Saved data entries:
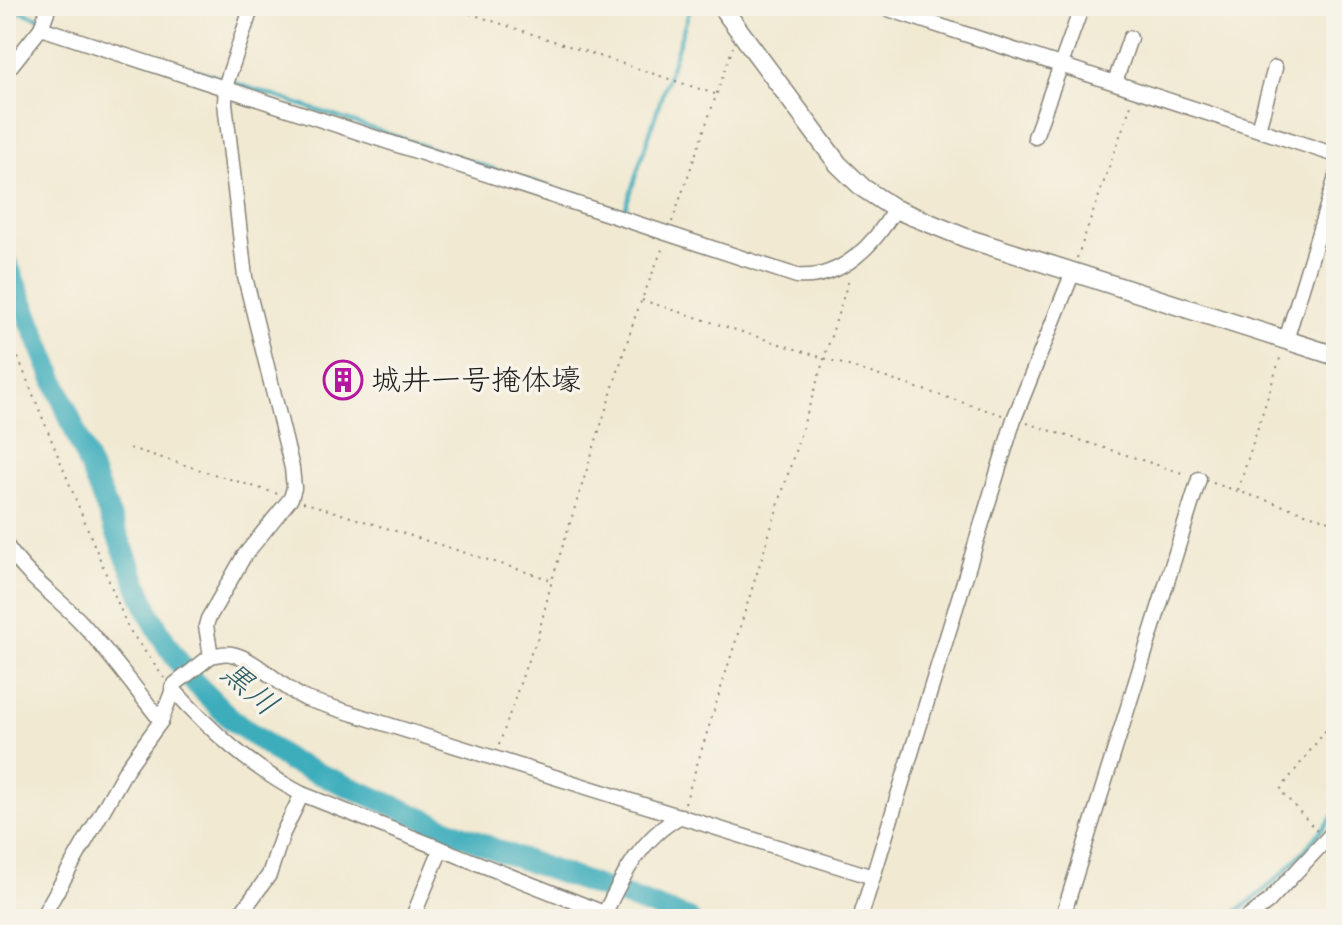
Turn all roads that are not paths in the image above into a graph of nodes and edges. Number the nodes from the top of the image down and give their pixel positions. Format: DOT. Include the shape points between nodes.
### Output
graph roads {
  1 [pos="49,6"];
  2 [pos="252,6"];
  3 [pos="721,6"];
  4 [pos="879,6"];
  5 [pos="1082,6"];
  6 [pos="41,28"];
  7 [pos="1130,38"];
  8 [pos="1061,64"];
  9 [pos="1275,68"];
  10 [pos="6,72"];
  11 [pos="1115,82"];
  12 [pos="226,89"];
  13 [pos="1258,129"];
  14 [pos="1035,137"];
  15 [pos="1336,155"];
  16 [pos="1336,177"];
  17 [pos="895,209"];
  18 [pos="1073,272"];
  19 [pos="1286,340"];
  20 [pos="1336,356"];
  21 [pos="1199,479"];
  22 [pos="6,545"];
  23 [pos="209,658"];
  24 [pos="174,686"];
  25 [pos="161,721"];
  26 [pos="302,794"];
  27 [pos="681,816"];
  28 [pos="1332,834"];
  29 [pos="441,849"];
  30 [pos="873,877"];
  31 [pos="604,914"];
  32 [pos="41,919"];
  33 [pos="237,919"];
  34 [pos="412,919"];
  35 [pos="619,919"];
  36 [pos="860,919"];
  37 [pos="1062,919"];
  38 [pos="1246,919"];
  1 -- 6 [label="street"];
  2 -- 12 [label="street"];
  3 -- 17 [label="street" via="838,164"];
  4 -- 8 [label="street"];
  5 -- 8 [label="street"];
  6 -- 10 [label="street"];
  6 -- 12 [label="street"];
  7 -- 11 [label="street"];
  8 -- 11 [label="street"];
  8 -- 14 [label="street"];
  9 -- 13 [label="street"];
  11 -- 13 [label="street"];
  12 -- 17 [label="street" via="797,276 820,276 855,258"];
  12 -- 23 [label="street" via="242,255 294,488 244,556 211,614 206,626"];
  13 -- 15 [label="street"];
  16 -- 19 [label="street"];
  17 -- 18 [label="street" via="936,228"];
  18 -- 19 [label="street"];
  18 -- 30 [label="street" via="1014,419"];
  19 -- 20 [label="street"];
  21 -- 37 [label="street"];
  22 -- 25 [label="street" via="25,572 104,648"];
  23 -- 24 [label="street"];
  23 -- 27 [label="street" via="232,654 306,699"];
  24 -- 25 [label="street"];
  24 -- 26 [label="street" via="210,731 261,771"];
  25 -- 32 [label="street" via="127,768"];
  26 -- 29 [label="street"];
  26 -- 33 [label="street" via="269,875"];
  27 -- 30 [label="street"];
  27 -- 31 [label="street" via="653,835"];
  28 -- 38 [label="street"];
  29 -- 31 [label="street"];
  29 -- 34 [label="street"];
  30 -- 36 [label="street"];
  31 -- 35 [label="street"];
}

Your objective: Look through the entries and find each line that has the string "roads". Copy those lines.

Answer space:
Turn all roads that are not paths in the image above into a graph of nodes and edges. Number the nodes from the top of the image down and give their pixel positions. Format: DOT. Include the shape points between nodes.
graph roads {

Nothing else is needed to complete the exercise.